You can't help but warm to Dr Catherine Blackledge. In the midst of her fact-packed first book, The Story of V, you get irresis- tible glimpses of the sensual progress of Catherine Blackledge, the woman. She confesses on page one that she sometimes used to blush if she said the word "vagina". On page 200, she records that she's been "fortunate enough to see a fellow female ejaculate". By page 226, she says that her two favourite smells are "the savoury aroma of my mum's cooked meat and the heady rich scent of my fertile c***". And by page 265, we know we're dealing with an orgasm-a-day woman.
Blackledge details - and boy does she detail - how the vagina has been shown through history, religion, art, literature, science, medicine, anthropology, mythology and folklore. Just for good measure, there are full and frank colour photographs, medical diagrams, charts, tables, etchings and a photograph of two zebras on the job.

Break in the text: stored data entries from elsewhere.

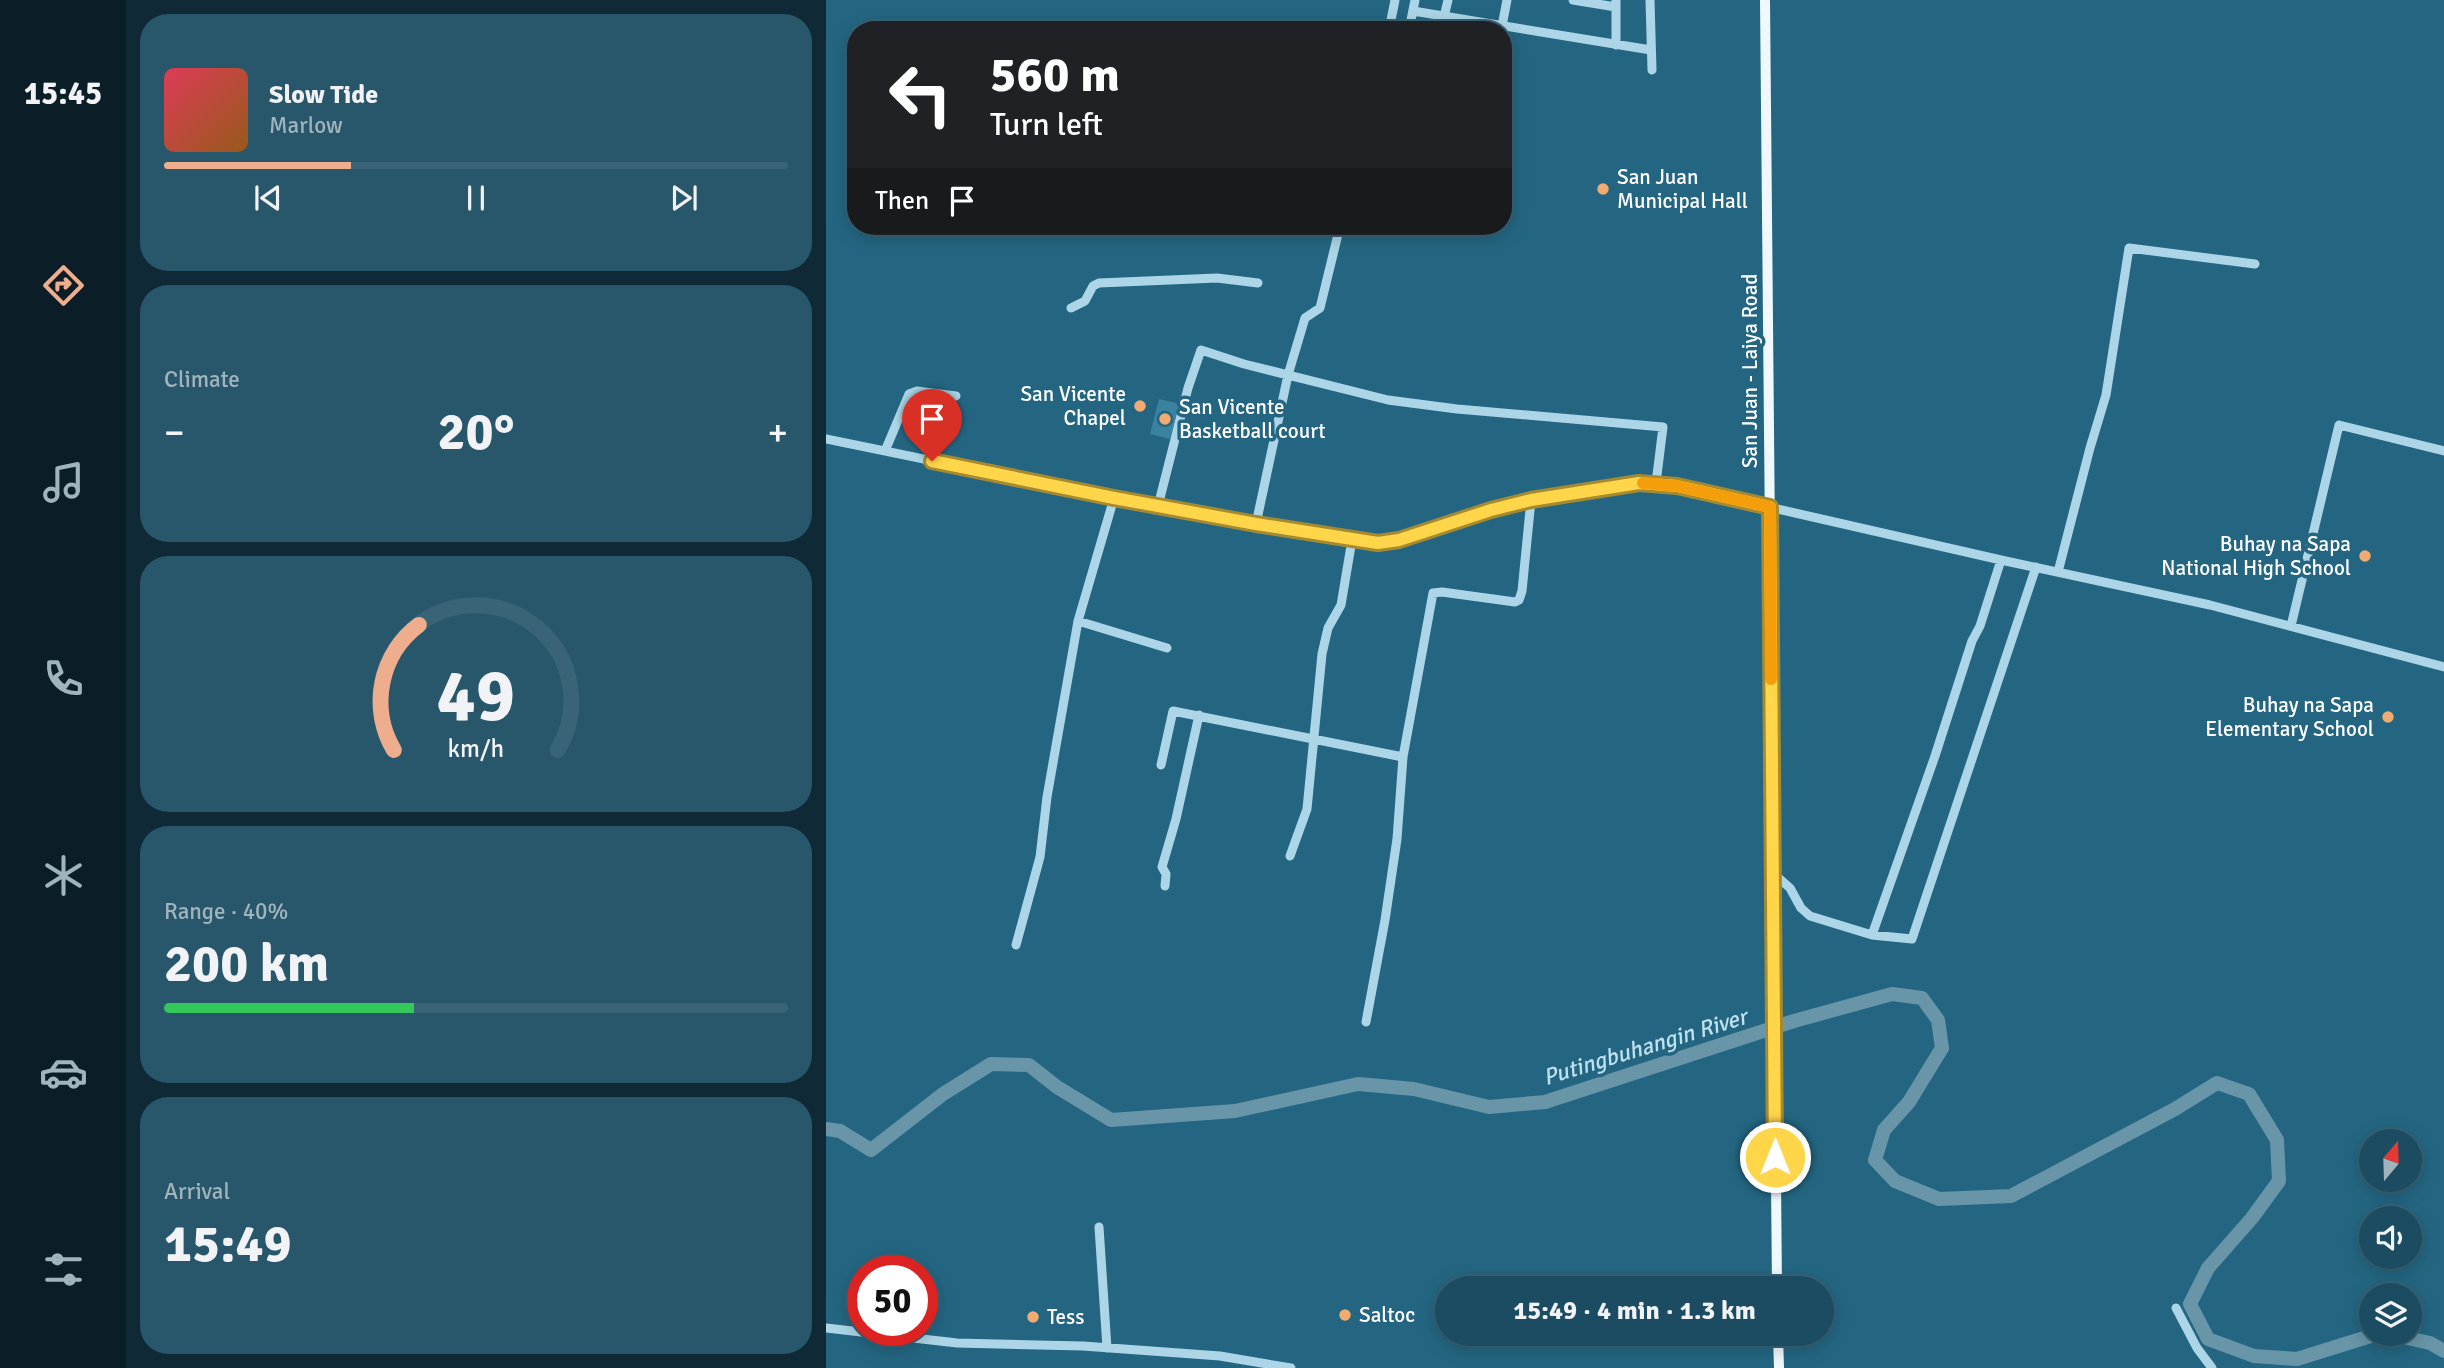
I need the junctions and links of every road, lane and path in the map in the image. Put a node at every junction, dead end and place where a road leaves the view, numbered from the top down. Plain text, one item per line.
1 (1395, 0) edge
2 (1415, 0) edge
3 (1448, 0) edge
4 (1507, 0) edge
5 (1573, 0) edge
6 (1650, 0) edge
7 (1765, 0) edge
8 (1616, 4) edge
9 (1413, 11) junction
10 (1444, 16) junction
11 (1391, 21) edge
12 (1411, 21) edge
13 (1473, 21) edge
14 (1503, 21) edge
15 (1512, 28) edge
16 (1616, 45) junction
17 (1651, 50) junction
18 (1652, 70) dead end
19 (1338, 235) edge
20 (2255, 264) dead end
21 (1258, 283) dead end
22 (1071, 308) dead end
23 (1288, 375) junction
24 (956, 396) dead end
25 (826, 439) edge
26 (885, 451) junction
27 (2444, 451) edge
28 (1656, 483) junction
29 (1114, 498) junction
30 (1531, 500) junction
31 (1158, 506) junction
32 (1770, 507) junction
33 (1256, 524) junction
34 (1352, 540) junction
35 (2001, 560) junction
36 (2036, 567) junction
37 (2058, 572) junction
38 (1078, 621) junction
39 (2291, 626) junction
40 (1167, 648) dead end
41 (2444, 667) edge
42 (1199, 715) junction
43 (1314, 738) junction
44 (1403, 757) junction
45 (1161, 765) dead end
46 (1290, 856) dead end
47 (1773, 873) junction
48 (1165, 886) dead end
49 (1872, 935) junction
50 (1016, 945) dead end
51 (1366, 1022) dead end
52 (1099, 1227) dead end
53 (1777, 1276) edge
54 (2176, 1308) dead end
55 (826, 1328) edge
56 (1778, 1346) edge
57 (1107, 1348) junction
58 (1291, 1368) edge
59 (1779, 1368) edge
60 (2212, 1368) edge

1 - 11 street
2 - 9 street
3 - 10 street
4 - 14 street
5 - 8 street
6 - 17 street
7 - 32 main road, San Juan - Laiya Road
8 - 16 street
9 - 10 street
9 - 12 street
10 - 13 street
15 - 16 street
16 - 17 street
17 - 18 street
19 - 23 street
20 - 37 street
21 - 22 street
23 - 28 street
23 - 31 street
23 - 33 street
24 - 26 street
25 - 26 street
26 - 29 street
27 - 39 street
28 - 30 street
28 - 32 street
29 - 31 street
29 - 38 street
30 - 34 street
30 - 44 street
31 - 33 street
32 - 35 street
32 - 47 main road, San Juan - Laiya Road
33 - 34 street
34 - 43 street
35 - 36 street
35 - 49 street
36 - 37 street
36 - 49 street
37 - 39 street
38 - 40 street
38 - 50 street
39 - 41 street
42 - 43 street
42 - 45 street
42 - 48 street
43 - 44 street
43 - 46 street
44 - 51 street
47 - 49 street
47 - 53 main road, San Juan - Laiya Road
52 - 57 street
54 - 60 street
55 - 57 street
56 - 59 main road
57 - 58 street

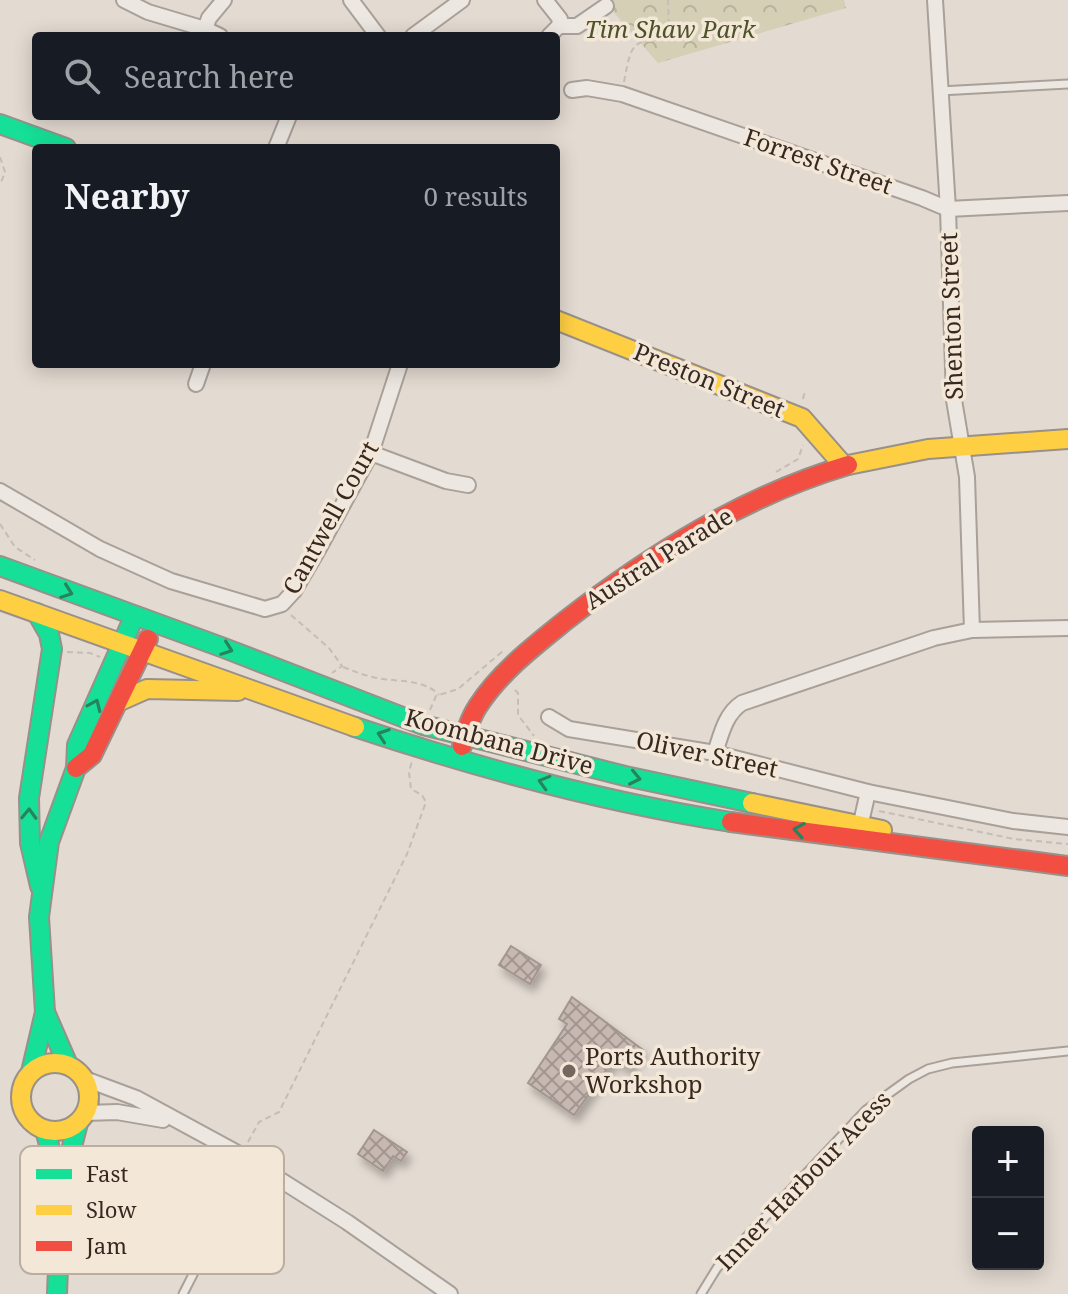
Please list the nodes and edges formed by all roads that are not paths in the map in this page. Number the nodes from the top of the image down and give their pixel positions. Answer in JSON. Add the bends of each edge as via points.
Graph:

I love writers who are passionate about their subject. And on the subject of vaginas (human, bird, animal, fish or insect), and everything related to them, you'd be hard pushed to find anyone more enthusiastic than Blackledge. But before I praise her (and bury her editors), I have some gripes with the title. Who or what is "V", for heaven's sake? What's wrong with the word vagina? It didn't deter theatregoers rushing to see The Vagina Monologues. Why "Pandora's box"? Blackledge acknowledges that according to Greek mythology, Pandora was "to blame for the ills that beset men". Not a worthy subtitle of what is, in many ways, a feminist book. A glance at the come-on title and cover illustration and you'd think it was a book about an Edwardian prostitute.
So some book browsers may feel let down when they open this book at random and read that the spotted hyena, because of her slanted genitalia, is able to walk away from "unsatisfactory sex". (OK, that wasn't a let down: many women I know would pay good money to have their genitalia so smartly slanted.) They may tire of wading through information on the mating habits of the fruit fly. I admit it's a comfort to know that female chimpanzees stimulate their clitoris by straddling a stick. But, like me, you may nod off when Dr Blackledge describes the protecting properties of female genital mucus.
Yet she provides marvellous anecdotes of women lifting their skirts to calm angry seas, to scare away an advancing enemy and to make crops grow in ancient Egypt. She tells us that cats are forever associated with female genitalia and all things female. The word "pusse" (precursor to today's "pussy") first surfaced in 1662. She informs us that performances of tokudashi (revealing the vagina) are given every night in the red-light district of Tokyo and Kyoto, and audiences supplied with torches by the performer before she displays herself. We read that doctors in the 1880s used to stimulate their "hysterical" female patients to orgasm - to calm them.
The author is inspirational about the effect of "contractile vaginal talents". Wallis Simpson, it was said, perfected "the Shanghai squeeze" and cost Britain a king in 1936. She had, apparently, "the ability to make a matchstick feel like a Havana cigar". I simply can't stop doing my pelvic floor exercises!
She's thought-provoking on the differences between the east, which has historically revered the vagina as an icon to be worshipped and honoured, and the west, where it was seen as the gateway to hell, men's potential downfall, something to be feared, ridiculed and loathed. This 322-page book probably does contain everything I ever needed or wanted to know about the vagina - and a lot more besides.
But all writers need good editors, and it is a great shame that this book does not seem to have had one. The repetition drives you nuts. Each time you think: "Haven't I read that before?", you're absolutely right - you have. I was tetchy the second time I read about the bonobo's amazing clitoris, and bored with the oft-repeated "cunning stunts" spoonerism. The third time I read that male rabbits perform up to 70 rhythmic thrusts to get a result, I said "fuck".
The index charts all this repetition, so any fool could have checked. A jarring number of sentences begin with the same adverbs: she even manages "mind-bogglingly" and "eye-wateringly" - but only once to describe giving birth.